Wednesday, March 12, 2008

Elections for Dummies

My blogging homeboy, the Hippie Conservative just wrote a great piece which offers the most lucid answer to the Michigan/Florida primaries controversy I've heard so far. Just to give you a recap of the sitchy-ation:

  1. Michigan and Florida legislators decided to essentially break ranks with the DNC party rules which state that only Iowa, Nevada, New Hampshire and South Carolina were allowed to hold democratic primaries before February 5. Michigan and Florida wanted to increase their influence on the process of selecting the party's candidate (Honestly, I really can't say I blame them for this. I happen to agree.)

  2. The DNC punished the two states by removing their delegates from the convention.

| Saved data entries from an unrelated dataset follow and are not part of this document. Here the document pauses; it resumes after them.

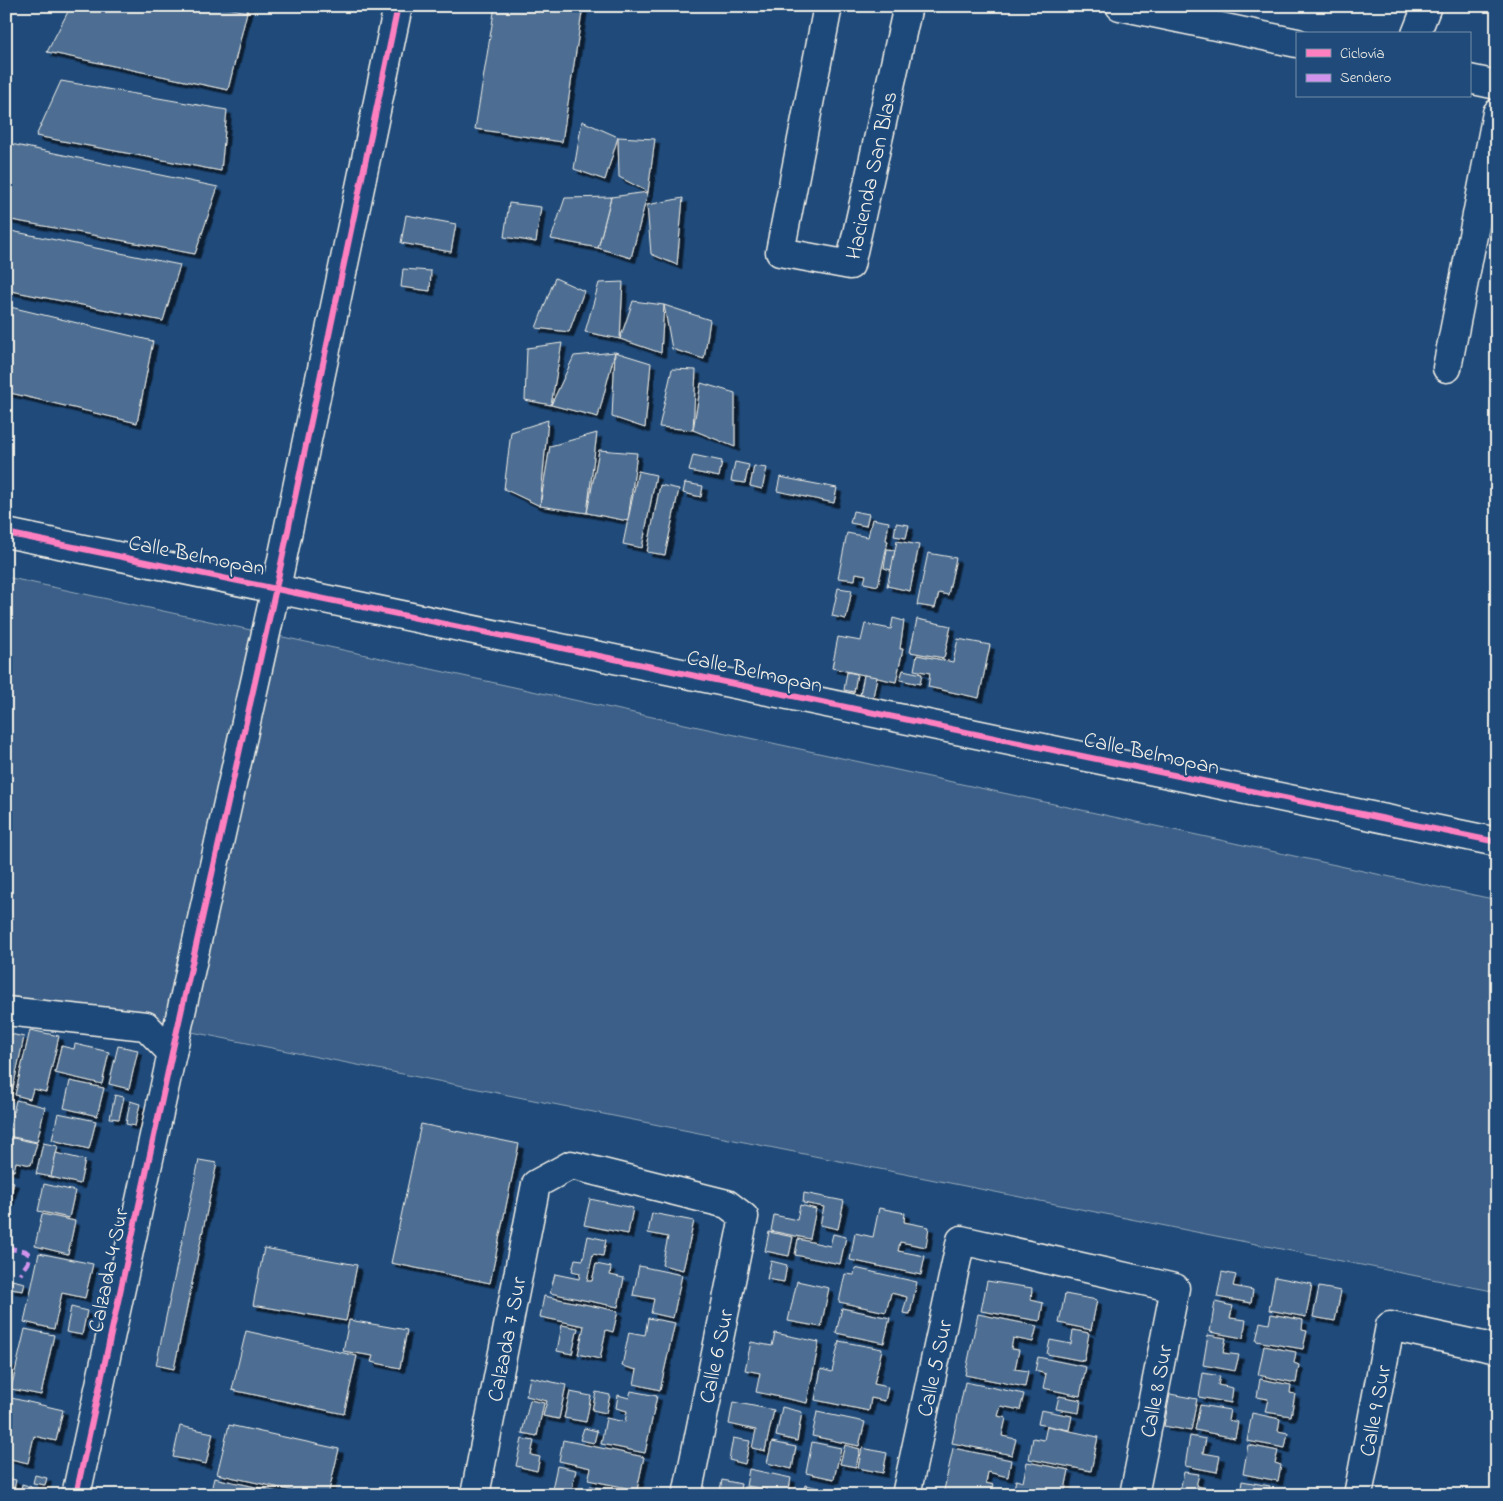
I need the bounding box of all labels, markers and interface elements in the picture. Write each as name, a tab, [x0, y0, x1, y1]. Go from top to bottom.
legend	[1296, 32, 1470, 98]
text: Ciclovía	[1340, 43, 1385, 65]
text: Sendero	[1340, 67, 1392, 89]
street label: Hacienda San Blas	[839, 88, 907, 263]
street label: Calle Belmopan	[126, 528, 267, 586]
street label: Calle Belmopan	[683, 643, 825, 703]
street label: Calle Belmopan	[1080, 725, 1222, 785]
street label: Calzada 4 Sur	[81, 1205, 139, 1336]
street label: Calzada 7 Sur	[481, 1274, 536, 1405]
street label: Calle 6 Sur	[692, 1306, 744, 1407]
street label: Calle 5 Sur	[910, 1317, 962, 1420]
street label: Calle 8 Sur	[1133, 1342, 1183, 1441]
street label: Calle 9 Sur	[1353, 1363, 1401, 1459]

  3. Five of the Democratic presidential candidates (included in the group is current front-runner Sen. Obama) honored party rules by not campaigning in the violating states; nor did they place their names on those state's ballots. Consequently, those candidates all got rolled into the "Uncommitted" section on the ballot. Meanwhile, the remaining candidates (included in that group is Sen. Obama's opponent, Sen. Clinton) placed their names on the ballot despite party rules.

  4. Clinton wins both states convincingly. But, assuming the nomination was in the bag, Hillary thought nothing more of those two states. But since Obama has emerged as a legitimate (and arguably, favored) candidate, Clinton is demanding that those once insignificant delegates be reinstated.

Hippie goes through all the possible scenarios currently being tossed around to handle the controversy. So I won't bore you with the details. Instead, I wanna highlight the conclusion: where he presents a pretty brilliant solution fair to both Obama and Clinton. The simple solution to this whole debacle is to reinstitute another vote at the expense of the state legislators who decided to break party rules in the first place. Let them jokers pay for it. That way, the onus to fix the problem falls on the very people who created it.

See? This is what I'm talkin' about. This is why Hippie's the odds-on favorite to be my running mate one day. Unless, of course, he's losing in the popular vote. At which case (following the Billary model), I'd have to be his VP.

- ACL

8 "Insiders" spoke their mind. Join in...:

Anonymous said...

Makes sense to me.

Andre said...

Republicans are living this up right now. Not only does this clearly show that the Dems have no or organization whatsoever, but they're anticipating the amount of money that will be spent for a do-over. That's money that WON'T be spent during the general election.

Kenya said...

All of the nonsense can be solved really easily.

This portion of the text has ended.